Whatever would possess AEI and Pletka, who personally has been one of the most prominent and enthusiastic cheerleaders of the rapidly spreading state divestment movement against companies doing business in Iran, to offer a cautionary note about adopting unilateral sanctions, let alone stress the importance of preserving multilateral unity with limp-wristed European allies in dealing with a charter member of the “Axis of Evil”? Judging from its provenance at what must be considered Neo-Con Central, it certainly couldn’t be common sense.
In fact, Pletka’s observation probably reflects growing tensions between AEI’s corporate contributors, many of whom are represented on its board of trustees, on the one hand, and, on the other, the hard-line neo-conservative views of its foreign-policy fellows, such as Richard Perle, Michael Ledeen, Michael Rubin, Joshua Muravchik, and Pletka herself; academic advisers, such as Gertrude Himmelfarb, Eliot Cohen and Jeremy Rabkin; and its board chairman Bruce Kovner.
As one of the four co-founders of the AEI’s twin, the Center for Strategic and International Studies, in September, 1962, my experience suggests that the apparent conflict between the funders and the funded at AEI reflects in part the difference between the dollar bottom line of the funders and the ideological bottom line of AEI’s professional foreign policy geeks.
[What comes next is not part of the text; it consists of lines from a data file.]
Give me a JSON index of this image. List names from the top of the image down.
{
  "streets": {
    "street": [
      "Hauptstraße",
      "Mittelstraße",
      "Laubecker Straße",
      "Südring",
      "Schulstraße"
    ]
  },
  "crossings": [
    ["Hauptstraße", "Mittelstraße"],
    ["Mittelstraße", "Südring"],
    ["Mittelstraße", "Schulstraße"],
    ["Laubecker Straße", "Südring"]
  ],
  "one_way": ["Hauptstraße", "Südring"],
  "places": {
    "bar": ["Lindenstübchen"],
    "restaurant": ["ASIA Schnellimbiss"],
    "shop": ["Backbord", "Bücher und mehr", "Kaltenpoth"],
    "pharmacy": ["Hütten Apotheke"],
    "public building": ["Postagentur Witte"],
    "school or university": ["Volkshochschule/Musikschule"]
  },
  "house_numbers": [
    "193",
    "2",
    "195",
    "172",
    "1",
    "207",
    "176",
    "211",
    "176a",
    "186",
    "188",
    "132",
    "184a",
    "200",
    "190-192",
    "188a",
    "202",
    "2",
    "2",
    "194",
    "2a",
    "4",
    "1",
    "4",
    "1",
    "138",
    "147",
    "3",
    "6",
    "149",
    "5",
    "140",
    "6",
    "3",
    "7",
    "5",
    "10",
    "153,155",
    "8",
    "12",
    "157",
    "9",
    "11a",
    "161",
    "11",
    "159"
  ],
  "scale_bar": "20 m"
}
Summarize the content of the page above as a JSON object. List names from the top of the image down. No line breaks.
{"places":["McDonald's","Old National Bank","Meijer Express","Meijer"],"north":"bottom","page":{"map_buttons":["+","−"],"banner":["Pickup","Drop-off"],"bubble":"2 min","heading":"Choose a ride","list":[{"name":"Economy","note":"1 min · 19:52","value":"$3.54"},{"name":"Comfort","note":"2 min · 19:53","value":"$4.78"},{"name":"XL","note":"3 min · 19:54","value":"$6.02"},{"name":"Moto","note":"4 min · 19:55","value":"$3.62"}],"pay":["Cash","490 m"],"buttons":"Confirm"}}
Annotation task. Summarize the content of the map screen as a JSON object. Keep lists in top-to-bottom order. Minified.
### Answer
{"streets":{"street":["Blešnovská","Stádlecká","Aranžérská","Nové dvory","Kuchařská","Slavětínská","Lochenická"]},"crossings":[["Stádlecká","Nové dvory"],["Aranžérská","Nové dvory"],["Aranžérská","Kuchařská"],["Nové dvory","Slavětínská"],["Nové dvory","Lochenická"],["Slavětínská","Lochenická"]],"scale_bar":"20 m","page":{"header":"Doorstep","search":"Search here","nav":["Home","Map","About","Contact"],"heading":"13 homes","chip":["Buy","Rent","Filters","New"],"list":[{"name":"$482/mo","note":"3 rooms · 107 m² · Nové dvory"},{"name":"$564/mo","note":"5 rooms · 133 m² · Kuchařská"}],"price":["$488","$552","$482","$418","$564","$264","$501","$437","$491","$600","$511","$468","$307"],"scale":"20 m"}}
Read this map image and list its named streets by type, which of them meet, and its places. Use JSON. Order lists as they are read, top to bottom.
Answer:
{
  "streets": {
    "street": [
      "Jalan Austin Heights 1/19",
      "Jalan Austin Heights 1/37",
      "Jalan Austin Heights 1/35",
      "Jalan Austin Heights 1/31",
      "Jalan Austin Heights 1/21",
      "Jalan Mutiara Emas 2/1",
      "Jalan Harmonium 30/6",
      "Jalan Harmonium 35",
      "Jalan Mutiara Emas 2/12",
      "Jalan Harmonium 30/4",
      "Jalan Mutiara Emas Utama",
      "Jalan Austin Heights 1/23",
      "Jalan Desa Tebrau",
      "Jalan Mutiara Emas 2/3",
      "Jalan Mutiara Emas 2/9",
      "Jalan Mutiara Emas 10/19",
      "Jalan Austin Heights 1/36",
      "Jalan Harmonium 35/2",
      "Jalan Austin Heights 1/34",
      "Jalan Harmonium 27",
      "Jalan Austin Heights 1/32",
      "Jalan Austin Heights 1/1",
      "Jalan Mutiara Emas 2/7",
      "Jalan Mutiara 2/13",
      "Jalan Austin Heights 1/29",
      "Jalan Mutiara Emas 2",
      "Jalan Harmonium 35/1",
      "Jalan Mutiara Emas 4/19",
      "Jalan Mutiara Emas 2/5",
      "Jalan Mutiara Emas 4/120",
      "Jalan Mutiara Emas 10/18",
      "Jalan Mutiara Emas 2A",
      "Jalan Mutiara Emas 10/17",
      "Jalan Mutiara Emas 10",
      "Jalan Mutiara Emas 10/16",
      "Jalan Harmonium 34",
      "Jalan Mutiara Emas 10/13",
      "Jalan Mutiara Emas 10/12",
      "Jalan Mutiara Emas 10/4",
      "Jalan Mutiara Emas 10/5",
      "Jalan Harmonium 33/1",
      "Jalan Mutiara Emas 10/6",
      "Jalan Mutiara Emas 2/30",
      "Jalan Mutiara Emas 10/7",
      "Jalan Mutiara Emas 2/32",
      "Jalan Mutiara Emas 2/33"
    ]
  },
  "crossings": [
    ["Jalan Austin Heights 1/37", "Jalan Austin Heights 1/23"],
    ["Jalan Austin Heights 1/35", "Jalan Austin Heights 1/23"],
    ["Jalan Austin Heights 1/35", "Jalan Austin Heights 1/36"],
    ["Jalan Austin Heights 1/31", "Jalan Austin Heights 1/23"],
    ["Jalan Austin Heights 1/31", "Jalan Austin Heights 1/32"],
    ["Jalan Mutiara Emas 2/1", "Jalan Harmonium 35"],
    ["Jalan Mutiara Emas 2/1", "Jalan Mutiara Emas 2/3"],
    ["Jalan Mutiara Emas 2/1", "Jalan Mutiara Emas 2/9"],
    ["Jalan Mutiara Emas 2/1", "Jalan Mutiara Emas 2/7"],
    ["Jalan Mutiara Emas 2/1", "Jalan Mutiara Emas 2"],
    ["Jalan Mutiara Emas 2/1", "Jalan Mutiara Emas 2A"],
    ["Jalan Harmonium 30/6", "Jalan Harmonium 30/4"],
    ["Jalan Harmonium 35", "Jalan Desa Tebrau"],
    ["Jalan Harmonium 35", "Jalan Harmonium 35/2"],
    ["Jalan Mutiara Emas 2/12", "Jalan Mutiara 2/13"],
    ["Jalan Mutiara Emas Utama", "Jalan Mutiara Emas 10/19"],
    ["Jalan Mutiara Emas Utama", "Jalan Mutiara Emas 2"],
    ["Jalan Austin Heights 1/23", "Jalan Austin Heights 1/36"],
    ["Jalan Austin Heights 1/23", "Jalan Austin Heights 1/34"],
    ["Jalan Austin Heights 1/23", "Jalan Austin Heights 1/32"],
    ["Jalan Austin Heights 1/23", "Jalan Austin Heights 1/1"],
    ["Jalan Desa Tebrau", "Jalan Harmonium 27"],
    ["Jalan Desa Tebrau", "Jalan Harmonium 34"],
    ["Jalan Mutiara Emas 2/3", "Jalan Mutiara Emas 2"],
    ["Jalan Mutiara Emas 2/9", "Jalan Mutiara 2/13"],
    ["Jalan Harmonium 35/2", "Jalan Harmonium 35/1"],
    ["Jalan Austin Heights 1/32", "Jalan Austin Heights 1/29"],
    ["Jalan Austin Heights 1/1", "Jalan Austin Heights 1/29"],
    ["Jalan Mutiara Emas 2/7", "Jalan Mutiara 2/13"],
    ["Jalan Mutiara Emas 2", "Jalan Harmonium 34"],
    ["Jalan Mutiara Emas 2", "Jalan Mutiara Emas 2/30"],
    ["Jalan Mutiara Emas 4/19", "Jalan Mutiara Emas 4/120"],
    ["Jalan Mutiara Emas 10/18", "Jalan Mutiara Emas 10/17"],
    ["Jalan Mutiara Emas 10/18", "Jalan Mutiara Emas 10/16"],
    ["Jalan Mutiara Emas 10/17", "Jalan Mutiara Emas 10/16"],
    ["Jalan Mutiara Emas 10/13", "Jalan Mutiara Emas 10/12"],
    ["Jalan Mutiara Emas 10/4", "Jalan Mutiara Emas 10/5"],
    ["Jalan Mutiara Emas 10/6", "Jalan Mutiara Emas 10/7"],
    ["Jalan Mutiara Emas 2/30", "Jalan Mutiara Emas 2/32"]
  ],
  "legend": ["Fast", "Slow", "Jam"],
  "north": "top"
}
The funders are tacticians, whereas the funded view themselves as strategists with a different time frame. In fact, perhaps without knowing it, the corporate funders may have a sounder strategy for the future of civilization.
The blindness of both those who fund the NeoCons and those NeoCons who are funded is evident in the current rage of the oil industry executives over the nearly unanimnous support by Iraqi politicians of the current “stalling” in approving the future ownership of Iraqi oil.
The question is, whether the meltdown of Iraqi society and economic inrastructure can be a precursor of paradigmatic revolution, as suggested in my recent article in The American Muslim.
From a really long-range global perspective of what is in the enlightened interests of America, the latest good news in the Iraq oil imbroglio is the growing Iraqi insistence that the law on sharing revenues among Iraqis must come before the broader law on sharing revenues with foreigners.
Info Robert D. Crane
"But I will not let myself be reduced to silence."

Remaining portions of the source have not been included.